Drivers on the night tube are to go on strike next month, less than eight months after London Underground launched its 24-hour weekend service.
Two walkouts have been called for the Saturday nights of 8 April and 29 April. Members of both the Aslef and RMT unions voted overwhelmingly for industrial action, in a row over fair access to full-time jobs.
About 200 drivers who were hired to work on the night tube have been barred from applying for other posts, and do not have equal rights to paid overtime, unions argue.
Aslef’s drivers voted unanimously to strike on a 75% turnout. Aslef’s organiser on London Underground, Finn Brennan, said: “Boris Johnson believed that new part-time recruits could be used to undermine trade unions and attack conditions for existing staff. Instead, these new recruits saw that it made sense to join and get active in Aslef and have now delivered a huge yes vote to strike.”
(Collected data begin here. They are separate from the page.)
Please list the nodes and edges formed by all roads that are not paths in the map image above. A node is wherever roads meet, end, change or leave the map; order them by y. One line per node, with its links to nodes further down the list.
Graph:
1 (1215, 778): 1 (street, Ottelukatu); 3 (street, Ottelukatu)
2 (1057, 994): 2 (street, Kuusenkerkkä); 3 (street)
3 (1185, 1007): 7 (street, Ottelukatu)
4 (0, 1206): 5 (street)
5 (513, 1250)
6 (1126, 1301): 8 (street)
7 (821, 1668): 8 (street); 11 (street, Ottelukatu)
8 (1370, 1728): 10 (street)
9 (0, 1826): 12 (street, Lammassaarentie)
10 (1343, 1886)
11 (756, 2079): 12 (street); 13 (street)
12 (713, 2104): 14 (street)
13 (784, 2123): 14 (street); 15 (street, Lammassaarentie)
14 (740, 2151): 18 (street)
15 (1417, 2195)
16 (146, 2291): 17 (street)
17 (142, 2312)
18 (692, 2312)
The RMT general secretary, Mick Cash, said London Underground’s “discrimination” was “a senseless and damaging policy that picks out one group of staff for negative treatment, and of course the drivers are angry and that is why our members have voted overwhelmingly for action”.
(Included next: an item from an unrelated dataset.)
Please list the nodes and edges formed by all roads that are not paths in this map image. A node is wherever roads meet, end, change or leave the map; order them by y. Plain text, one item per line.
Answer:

The action, if it goes ahead, would mean that services would end in the late evening across the night tube network, which includes the Victoria and Jubilee lines and the bulk of the Central, Piccadilly and Northern lines.
The strike could prove welcome respite for some residents, who testified at the London assembly’s environment committee earlier on Thursday that vibration and track noise from the night tube was making their flats, particularly basement rooms along parts of the Northern line, uninhabitable.
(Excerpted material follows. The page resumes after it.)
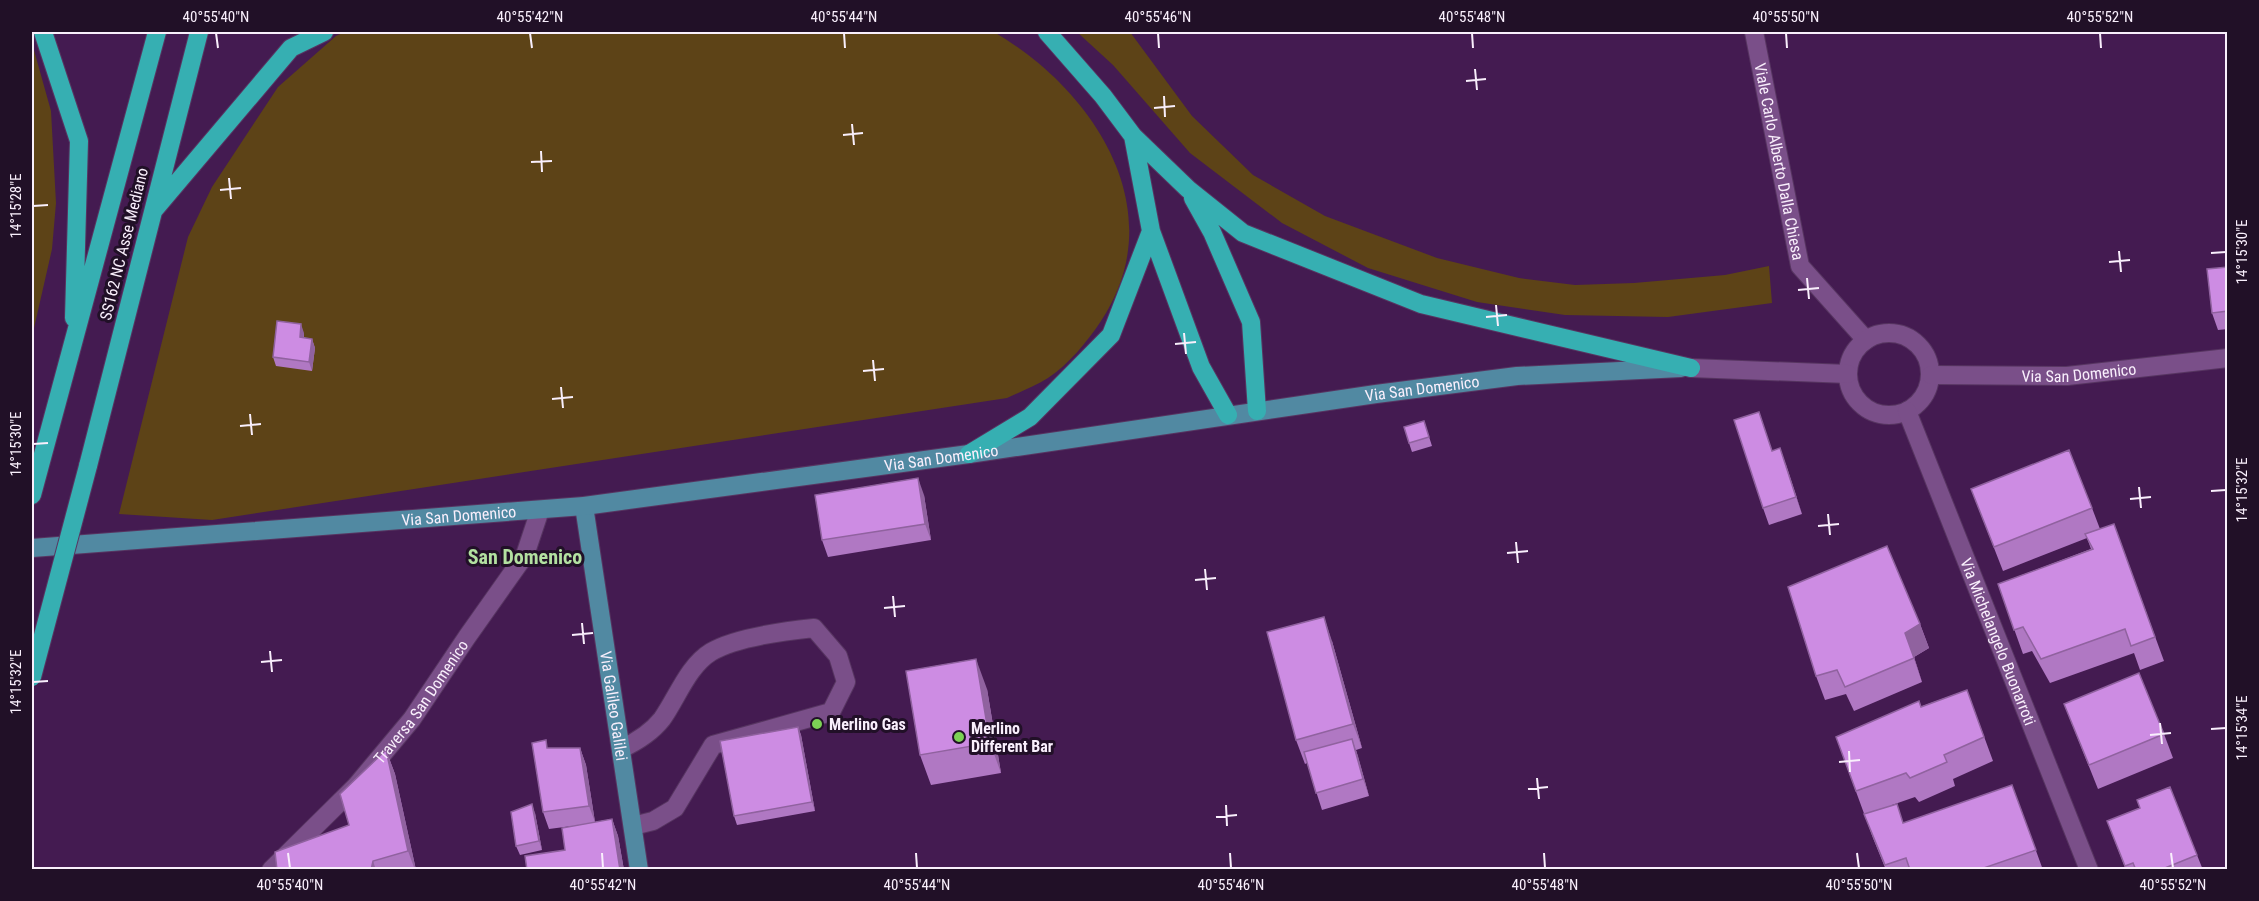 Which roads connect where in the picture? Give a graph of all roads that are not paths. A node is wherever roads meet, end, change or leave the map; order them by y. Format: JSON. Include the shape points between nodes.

However, the relatively long notice given for the strikes suggests that both sides believe a resolution can be reached and the walkout averted.
Peter McNaught, the operations director of London Underground, said: “Night tube services have been running since August last year in line with agreements reached with the unions. We’ve met with the unions to discuss and resolve the new issues that they have. We have invited the unions to more talks this week and I encourage them to continue discussions with us rather than threaten industrial action.”
Industrial relations on the tube have broadly improved since cuts last year led to strikes, including one across the network in January that led to gridlocked streets in the capital. A four-day strike planned last month was called off after Transport for London committed to recruit hundreds more staff.